RECORD SET:
------------------------------
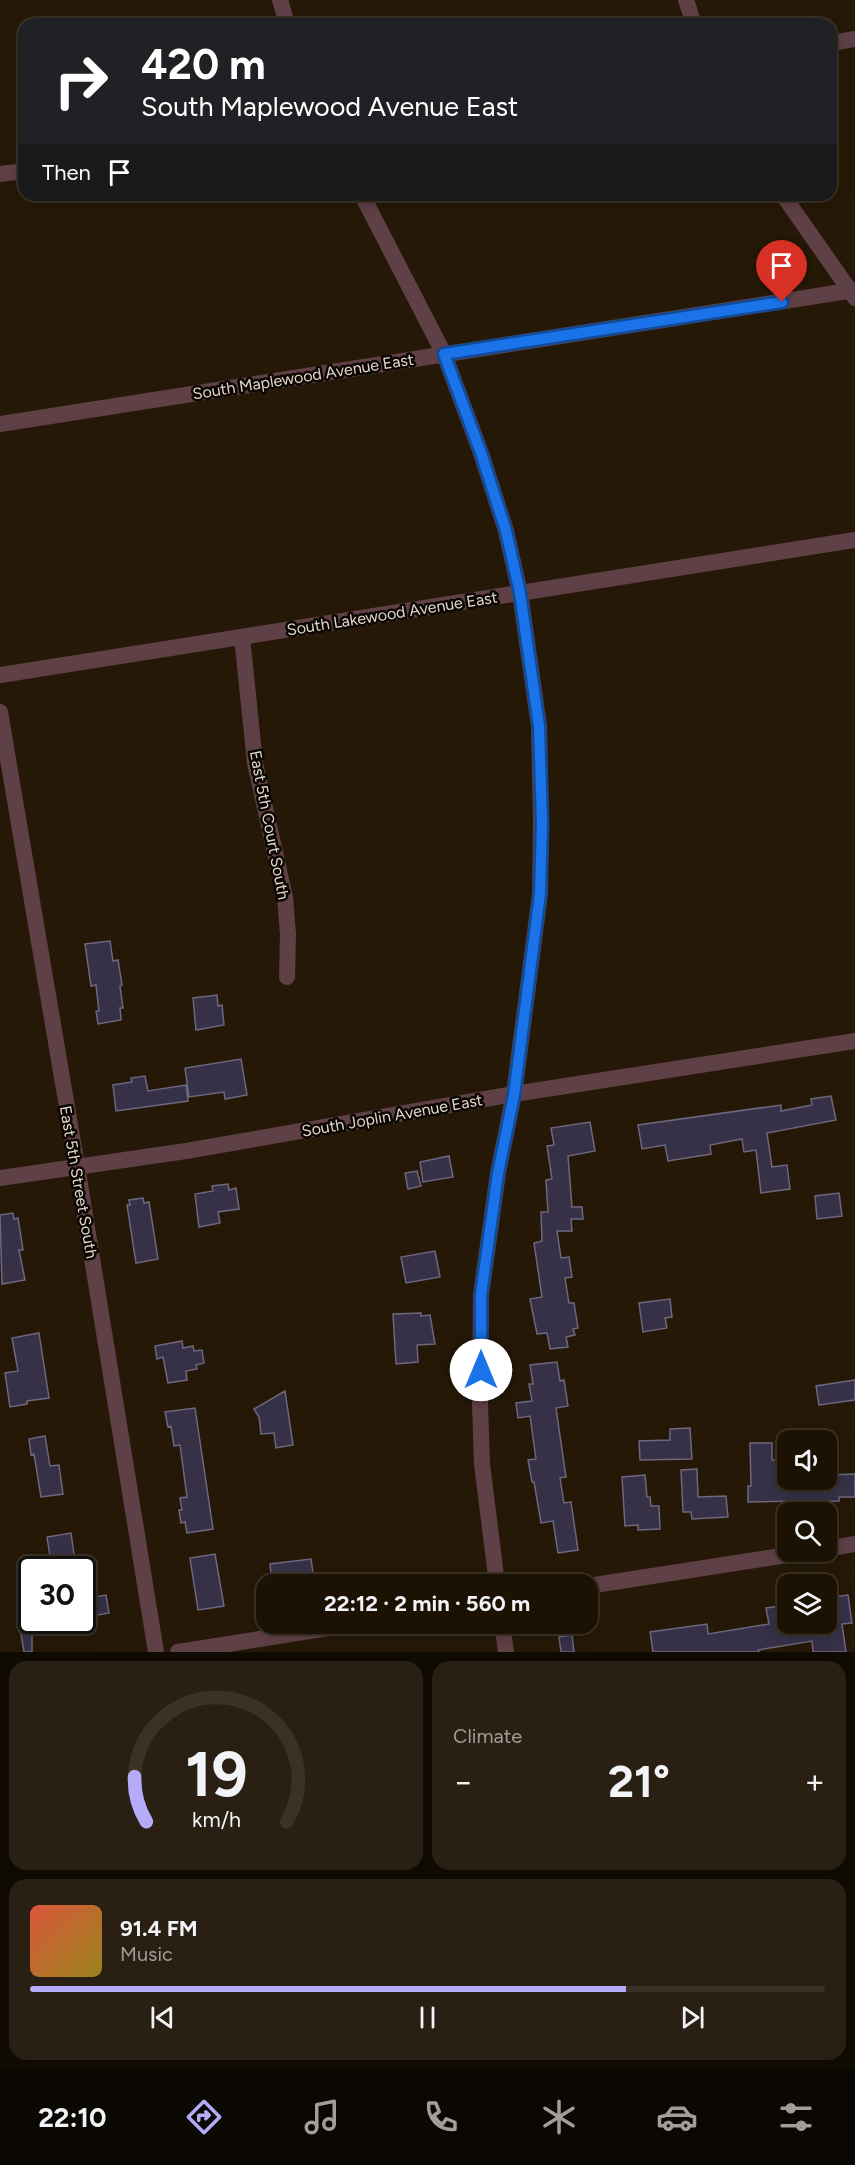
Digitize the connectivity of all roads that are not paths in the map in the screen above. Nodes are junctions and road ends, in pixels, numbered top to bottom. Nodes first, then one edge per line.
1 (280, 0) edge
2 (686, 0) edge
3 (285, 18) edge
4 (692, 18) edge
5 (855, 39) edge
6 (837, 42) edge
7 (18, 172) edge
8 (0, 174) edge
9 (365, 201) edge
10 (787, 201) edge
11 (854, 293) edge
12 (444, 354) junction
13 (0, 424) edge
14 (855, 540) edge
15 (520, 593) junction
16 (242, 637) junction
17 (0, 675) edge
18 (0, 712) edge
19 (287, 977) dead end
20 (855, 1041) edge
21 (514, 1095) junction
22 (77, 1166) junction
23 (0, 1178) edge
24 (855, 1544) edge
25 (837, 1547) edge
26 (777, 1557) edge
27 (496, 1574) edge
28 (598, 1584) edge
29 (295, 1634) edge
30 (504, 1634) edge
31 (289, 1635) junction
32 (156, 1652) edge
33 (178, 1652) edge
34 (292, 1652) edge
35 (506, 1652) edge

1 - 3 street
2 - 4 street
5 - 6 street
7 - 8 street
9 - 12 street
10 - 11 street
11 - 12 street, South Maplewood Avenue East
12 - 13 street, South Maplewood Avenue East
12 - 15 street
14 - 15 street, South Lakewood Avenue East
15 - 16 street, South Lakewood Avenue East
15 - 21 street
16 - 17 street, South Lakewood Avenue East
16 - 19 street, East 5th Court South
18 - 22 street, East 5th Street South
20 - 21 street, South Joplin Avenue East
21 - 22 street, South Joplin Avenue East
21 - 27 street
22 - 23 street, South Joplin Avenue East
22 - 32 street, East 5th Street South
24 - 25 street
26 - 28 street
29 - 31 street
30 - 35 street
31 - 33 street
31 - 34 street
------------------------------
TASK DETAILS: If an entry contains a picture, skip the picture and reproduce everything else exactly.

YOUR SOLUTION:
Digitize the connectivity of all roads that are not paths in the map in the screen above. Nodes are junctions and road ends, in pixels, numbered top to bottom. Nodes first, then one edge per line.
1 (280, 0) edge
2 (686, 0) edge
3 (285, 18) edge
4 (692, 18) edge
5 (855, 39) edge
6 (837, 42) edge
7 (18, 172) edge
8 (0, 174) edge
9 (365, 201) edge
10 (787, 201) edge
11 (854, 293) edge
12 (444, 354) junction
13 (0, 424) edge
14 (855, 540) edge
15 (520, 593) junction
16 (242, 637) junction
17 (0, 675) edge
18 (0, 712) edge
19 (287, 977) dead end
20 (855, 1041) edge
21 (514, 1095) junction
22 (77, 1166) junction
23 (0, 1178) edge
24 (855, 1544) edge
25 (837, 1547) edge
26 (777, 1557) edge
27 (496, 1574) edge
28 (598, 1584) edge
29 (295, 1634) edge
30 (504, 1634) edge
31 (289, 1635) junction
32 (156, 1652) edge
33 (178, 1652) edge
34 (292, 1652) edge
35 (506, 1652) edge

1 - 3 street
2 - 4 street
5 - 6 street
7 - 8 street
9 - 12 street
10 - 11 street
11 - 12 street, South Maplewood Avenue East
12 - 13 street, South Maplewood Avenue East
12 - 15 street
14 - 15 street, South Lakewood Avenue East
15 - 16 street, South Lakewood Avenue East
15 - 21 street
16 - 17 street, South Lakewood Avenue East
16 - 19 street, East 5th Court South
18 - 22 street, East 5th Street South
20 - 21 street, South Joplin Avenue East
21 - 22 street, South Joplin Avenue East
21 - 27 street
22 - 23 street, South Joplin Avenue East
22 - 32 street, East 5th Street South
24 - 25 street
26 - 28 street
29 - 31 street
30 - 35 street
31 - 33 street
31 - 34 street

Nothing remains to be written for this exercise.